The Mail, Mail on Sunday, and MailOnline campaigning about a TV programme containing scenes created entirely for dramatic effect, decrying the ‘lies’ and ‘distortions’, is akin to Dr Harold Shipman appearing as a force ghost to campaign for better elder care in the NHS. Stories in the Mail stable of titles treat the truth like parsley garnish on a plate of bad pub food — nobody’s quite sure why it’s there and it is entirely unrelated to the main purpose of the exercise.

Meanwhile, friends of Prince Charles — who it is historically accurate to say once fantasised about being a tampon and was greased into Cambridge with grades that would have got some ordinary spod nowhere — told The Mail on Sunday:

It is quite sinister the way that Morgan is clearly using light entertainment to drive a very overt republican agenda and people just don't see it. 
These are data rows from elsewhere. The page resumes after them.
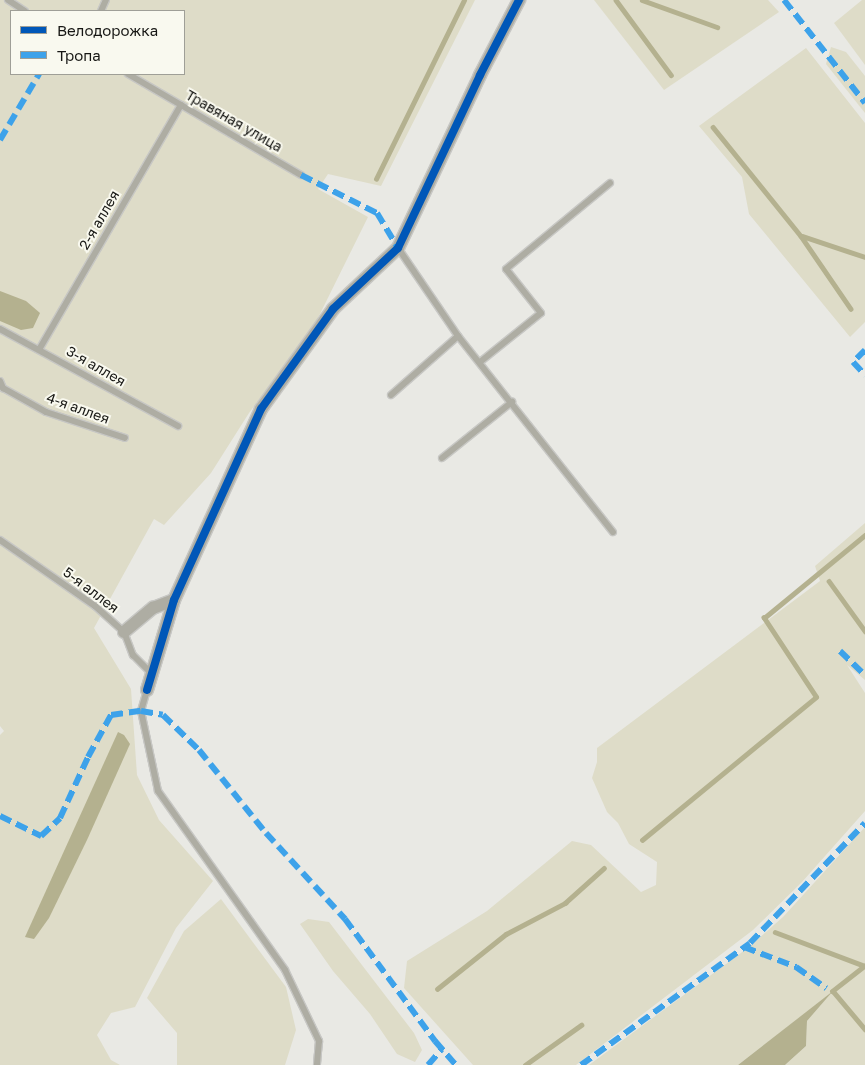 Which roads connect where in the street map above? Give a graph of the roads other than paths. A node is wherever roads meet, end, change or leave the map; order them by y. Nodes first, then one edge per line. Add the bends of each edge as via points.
1 (8, 0) edge
2 (520, 0) edge
3 (24, 10) edge
4 (130, 75) edge
5 (180, 104) junction
6 (301, 175) dead end
7 (610, 183) dead end
8 (398, 248) junction
9 (0, 330) edge
10 (458, 336) junction
11 (40, 348) junction
12 (480, 362) junction
13 (0, 381) edge
14 (391, 395) dead end
15 (512, 402) junction
16 (178, 426) dead end
17 (125, 438) dead end
18 (442, 458) dead end
19 (614, 532) dead end
20 (0, 540) edge
21 (174, 600) junction
22 (124, 632) junction
23 (152, 674) junction
24 (148, 690) joint
25 (317, 1065) edge

1 - 3 lane
2 - 8 street via 480,75
4 - 5 lane, Травяная улица
5 - 6 lane, Травяная улица
5 - 11 lane, 2-я аллея
7 - 12 lane via 506,268 542,313
8 - 10 lane
8 - 21 street via 333,309 262,409
9 - 11 lane, 3-я аллея
10 - 12 lane
10 - 14 lane
11 - 16 lane, 3-я аллея
12 - 15 lane
13 - 17 lane, 4-я аллея via 3,388 46,412
15 - 18 lane
15 - 19 lane
20 - 22 lane, 5-я аллея via 95,606
21 - 22 street via 153,608
21 - 23 street
22 - 23 lane, 5-я аллея via 133,655
23 - 24 street
24 - 25 lane via 141,712 158,791 285,970 319,1040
They have been lured in over the first few series until they can't see how they are being manipulated.

Peter Morgan CBE is hardly a Jacobin. He’s a soapy screenwriter who likes to tell an entertaining story, whose scripts for The Crown, he has openly admitted are about getting to what he considers “the emotional truth” over a pure recitation of what happened when. There is no shortage of documentaries about the Royal Family. In fact, many Royal documentaries are available to watch in the same Netflix streaming catalogue where you’ll find The Crown.
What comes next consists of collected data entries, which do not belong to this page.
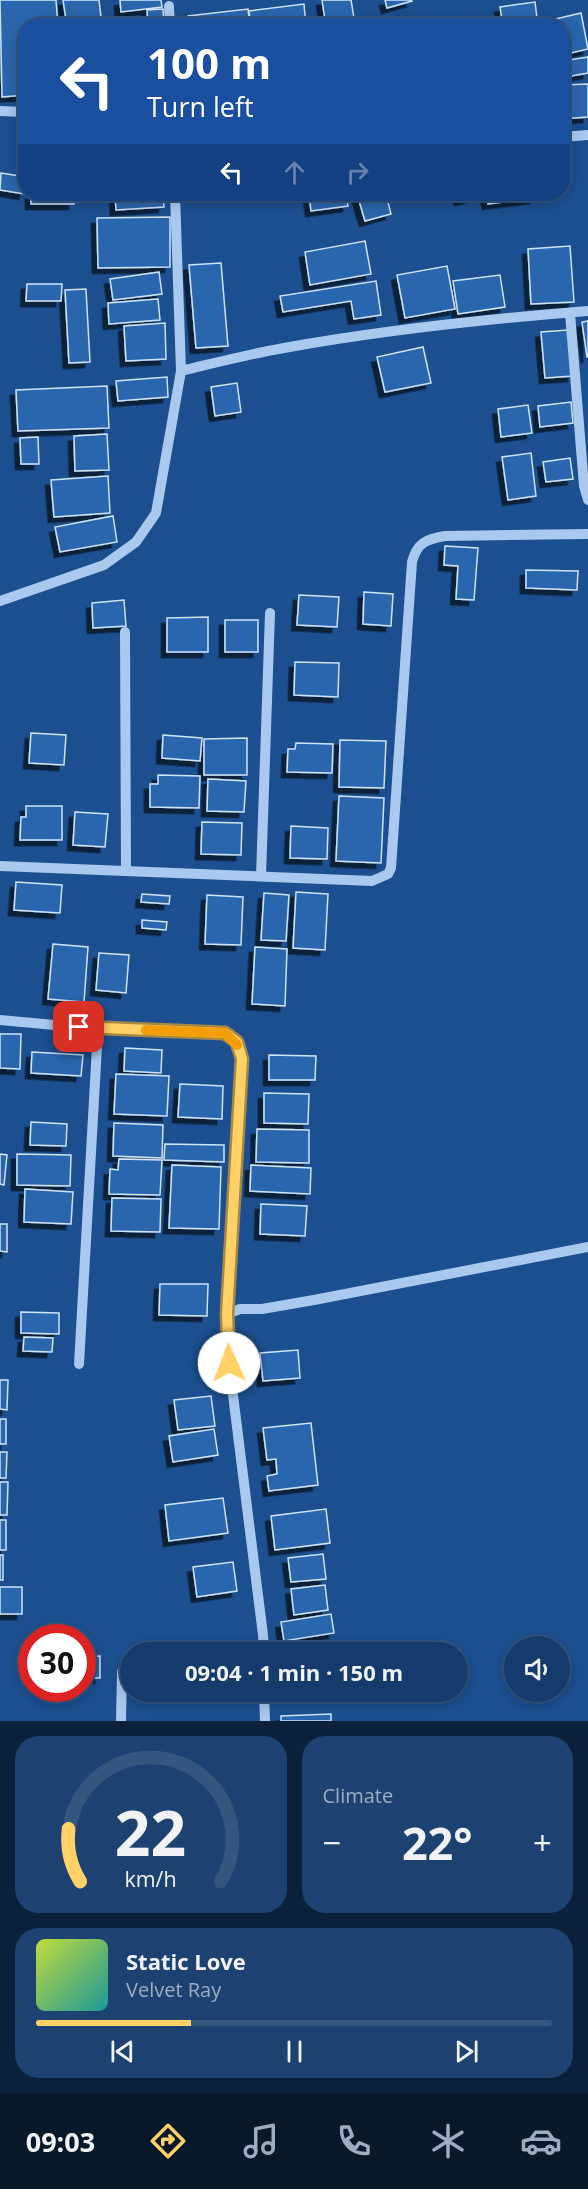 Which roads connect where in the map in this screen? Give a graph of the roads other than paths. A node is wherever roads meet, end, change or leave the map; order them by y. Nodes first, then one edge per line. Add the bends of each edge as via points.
1 (169, 6) dead end
2 (170, 18) edge
3 (0, 111) edge
4 (18, 112) edge
5 (588, 135) edge
6 (570, 136) edge
7 (175, 201) edge
8 (588, 311) edge
9 (570, 313) junction
10 (181, 371) junction
11 (588, 500) edge
12 (588, 534) edge
13 (0, 601) edge
14 (270, 613) dead end
15 (125, 632) dead end
16 (0, 866) edge
17 (126, 871) junction
18 (261, 876) junction
19 (0, 1020) edge
20 (98, 1029) junction
21 (588, 1247) edge
22 (227, 1314) junction
23 (79, 1364) dead end
24 (263, 1642) edge
25 (121, 1702) edge
26 (264, 1702) edge
27 (121, 1721) edge
28 (265, 1721) edge

1 - 2 street
3 - 4 street
5 - 6 street
7 - 10 street
8 - 9 street
9 - 10 street via 363,336 283,348
9 - 11 street
10 - 13 street via 159,502 136,542 104,565
12 - 18 street via 445,536 430,538 415,550 391,868 388,874 372,880
14 - 18 street
15 - 17 street
16 - 17 street
17 - 18 street
19 - 20 street
20 - 22 street via 225,1033 237,1042 242,1059
20 - 23 street
21 - 22 street
22 - 24 street via 229,1363
25 - 27 street
26 - 28 street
I would love to watch a drama that pushed an overtly republican agenda, but The Crown is far from that. Despite the firm’s noses being knocked out of joint, it’s actually a pretty soft soap representation of what they do and who they are. If the characters in it were as weird, cold, and disconnected as the real Royal Family, nobody would watch it. The same goes for Margaret Thatcher who Gillian Anderson cannot help but imbue with more sympathetic qualities than the real woman presented in her time in power.

The Tories are obsessed with fighting a culture war and they don’t care if the fronts they open in that battle are contradictory or downright stupid. Viewers of The Crown, many of whom ‘second screen’ Wikipedia as they watch, know that the series is drama. It is not presented as a documentary and, furthermore, historical dramas cannot simply be documentaries with actors acting out what happened.
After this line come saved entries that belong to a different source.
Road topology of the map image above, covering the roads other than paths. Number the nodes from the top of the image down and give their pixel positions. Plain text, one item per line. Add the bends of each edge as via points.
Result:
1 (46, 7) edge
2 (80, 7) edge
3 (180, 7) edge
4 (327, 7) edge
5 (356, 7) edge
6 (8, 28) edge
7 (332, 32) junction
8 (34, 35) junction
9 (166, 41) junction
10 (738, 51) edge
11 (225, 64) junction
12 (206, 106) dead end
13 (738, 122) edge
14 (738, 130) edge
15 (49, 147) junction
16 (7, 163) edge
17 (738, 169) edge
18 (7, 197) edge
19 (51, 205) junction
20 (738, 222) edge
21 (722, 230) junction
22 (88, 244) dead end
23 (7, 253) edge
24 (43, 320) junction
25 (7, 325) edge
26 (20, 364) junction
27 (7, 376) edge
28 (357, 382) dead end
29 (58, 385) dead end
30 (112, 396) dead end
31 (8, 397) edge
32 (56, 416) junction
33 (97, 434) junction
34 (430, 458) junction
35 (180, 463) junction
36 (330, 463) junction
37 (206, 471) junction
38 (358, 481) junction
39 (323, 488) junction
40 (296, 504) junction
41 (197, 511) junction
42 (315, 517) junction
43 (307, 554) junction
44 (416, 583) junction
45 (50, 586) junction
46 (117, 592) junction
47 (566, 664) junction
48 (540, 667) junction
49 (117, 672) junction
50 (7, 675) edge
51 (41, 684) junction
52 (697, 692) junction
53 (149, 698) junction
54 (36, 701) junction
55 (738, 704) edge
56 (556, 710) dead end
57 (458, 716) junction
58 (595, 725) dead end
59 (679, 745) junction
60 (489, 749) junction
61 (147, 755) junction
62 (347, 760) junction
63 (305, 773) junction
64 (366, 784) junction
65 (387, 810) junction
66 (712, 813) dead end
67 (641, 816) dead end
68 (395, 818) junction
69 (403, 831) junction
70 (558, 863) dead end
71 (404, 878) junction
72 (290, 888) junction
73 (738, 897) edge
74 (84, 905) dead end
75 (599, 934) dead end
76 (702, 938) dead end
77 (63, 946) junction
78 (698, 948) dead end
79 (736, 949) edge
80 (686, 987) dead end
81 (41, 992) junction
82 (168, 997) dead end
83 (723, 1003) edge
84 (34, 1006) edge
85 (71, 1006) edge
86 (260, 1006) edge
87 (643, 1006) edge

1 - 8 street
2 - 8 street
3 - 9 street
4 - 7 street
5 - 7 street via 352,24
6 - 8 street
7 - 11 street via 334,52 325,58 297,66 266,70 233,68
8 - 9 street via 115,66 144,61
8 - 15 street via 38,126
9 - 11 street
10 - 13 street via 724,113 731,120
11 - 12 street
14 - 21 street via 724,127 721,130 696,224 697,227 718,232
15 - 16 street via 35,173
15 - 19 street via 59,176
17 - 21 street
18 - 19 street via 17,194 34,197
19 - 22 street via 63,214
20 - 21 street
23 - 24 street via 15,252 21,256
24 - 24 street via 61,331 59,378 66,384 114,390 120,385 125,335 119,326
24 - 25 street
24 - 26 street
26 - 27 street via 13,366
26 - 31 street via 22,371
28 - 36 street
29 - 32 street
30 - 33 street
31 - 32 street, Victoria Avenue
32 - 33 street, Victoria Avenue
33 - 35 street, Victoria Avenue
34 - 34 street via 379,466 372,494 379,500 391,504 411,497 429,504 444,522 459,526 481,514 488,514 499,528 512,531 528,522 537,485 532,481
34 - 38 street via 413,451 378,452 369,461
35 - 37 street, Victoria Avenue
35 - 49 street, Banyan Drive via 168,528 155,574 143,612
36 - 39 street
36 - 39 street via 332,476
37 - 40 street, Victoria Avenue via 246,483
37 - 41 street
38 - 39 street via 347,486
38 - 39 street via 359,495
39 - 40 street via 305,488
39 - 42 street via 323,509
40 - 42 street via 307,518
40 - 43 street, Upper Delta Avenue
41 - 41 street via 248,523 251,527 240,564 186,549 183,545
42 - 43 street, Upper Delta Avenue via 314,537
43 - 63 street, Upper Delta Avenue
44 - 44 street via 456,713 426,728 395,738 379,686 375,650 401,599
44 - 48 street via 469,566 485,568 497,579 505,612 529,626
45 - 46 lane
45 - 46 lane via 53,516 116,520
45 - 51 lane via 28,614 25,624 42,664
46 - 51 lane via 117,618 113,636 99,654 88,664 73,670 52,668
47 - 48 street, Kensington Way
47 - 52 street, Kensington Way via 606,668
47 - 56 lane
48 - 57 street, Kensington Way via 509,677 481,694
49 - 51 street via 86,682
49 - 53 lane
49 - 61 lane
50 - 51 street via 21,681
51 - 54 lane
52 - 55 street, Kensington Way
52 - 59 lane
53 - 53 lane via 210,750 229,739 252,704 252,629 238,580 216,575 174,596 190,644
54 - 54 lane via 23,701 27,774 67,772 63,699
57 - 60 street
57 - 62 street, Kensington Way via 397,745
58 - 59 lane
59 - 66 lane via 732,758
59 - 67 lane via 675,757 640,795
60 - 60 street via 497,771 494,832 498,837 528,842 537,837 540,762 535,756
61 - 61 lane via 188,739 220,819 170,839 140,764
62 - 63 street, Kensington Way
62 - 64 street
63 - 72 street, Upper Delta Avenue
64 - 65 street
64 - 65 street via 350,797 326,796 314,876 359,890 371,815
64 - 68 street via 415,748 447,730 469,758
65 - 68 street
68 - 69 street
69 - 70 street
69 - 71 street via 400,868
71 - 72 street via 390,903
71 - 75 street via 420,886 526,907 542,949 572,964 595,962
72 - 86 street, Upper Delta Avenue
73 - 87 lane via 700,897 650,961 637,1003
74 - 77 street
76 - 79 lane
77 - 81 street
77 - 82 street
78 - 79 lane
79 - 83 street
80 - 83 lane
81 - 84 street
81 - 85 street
For a drama to be entertaining, it needs a structure that real life often lacks, it needs peaks of jeopardy and emotional intensity. That means events and characters get combined, timescales get condensed or expanded, and certain conversations are invented to move the plot from one point to the next. If Tory politicians and their press vultures cannot understand that — and I know they can really — they should not expose their soft brains to the dangerous drug of TV drama. They should stick to lukewarm tea from a Coronation commemoration mug and reading proto-fascist takes on the news in your favourite mid-market tabloid.

The humourless Royal biographer, Hugo Vickers, who cannot possibly have a professional interest in pointing people to books about the Monarchy, delivered the most unintentionally hilarious quote in The Mail on Sunday’s extended rant:

“Pretty much every character is dislikable. The Queen is portrayed as glum and schoolmistressly; the Queen Mother is given some truly horrible lines; Princess Margaret is downright rude; Margaret Thatcher buttoned-up, and so on.”

Imagine! Princess Margaret, who used to blow her cigarette smoke in servants faces and was nicknamed ‘Her Rude Highness’ by people working within her household, being presented as rude. And objecting to Margaret Thatcher, a woman who always looked like her top button was superglued closed, being presented as uptight is beyond ludicrous. The objection by people like Vickers is toward someone else’s fiction about their favourite family of demons and degenerates getting any attention. For someone like Vickers, the Monarchy has been the gift that keeps on giving and he doesn’t want anyone to cast aspersions on the lovely gilded cash cow.  

I must end this newsletter with another ‘health warning’. While he may look like a Spitting Image puppet rejected because it just looked too ridiculous, Oliver Dowden is, in fact, really the Culture Secretary and a senior member of Her Majesty’s Government. Sometimes the truth is stranger than fiction.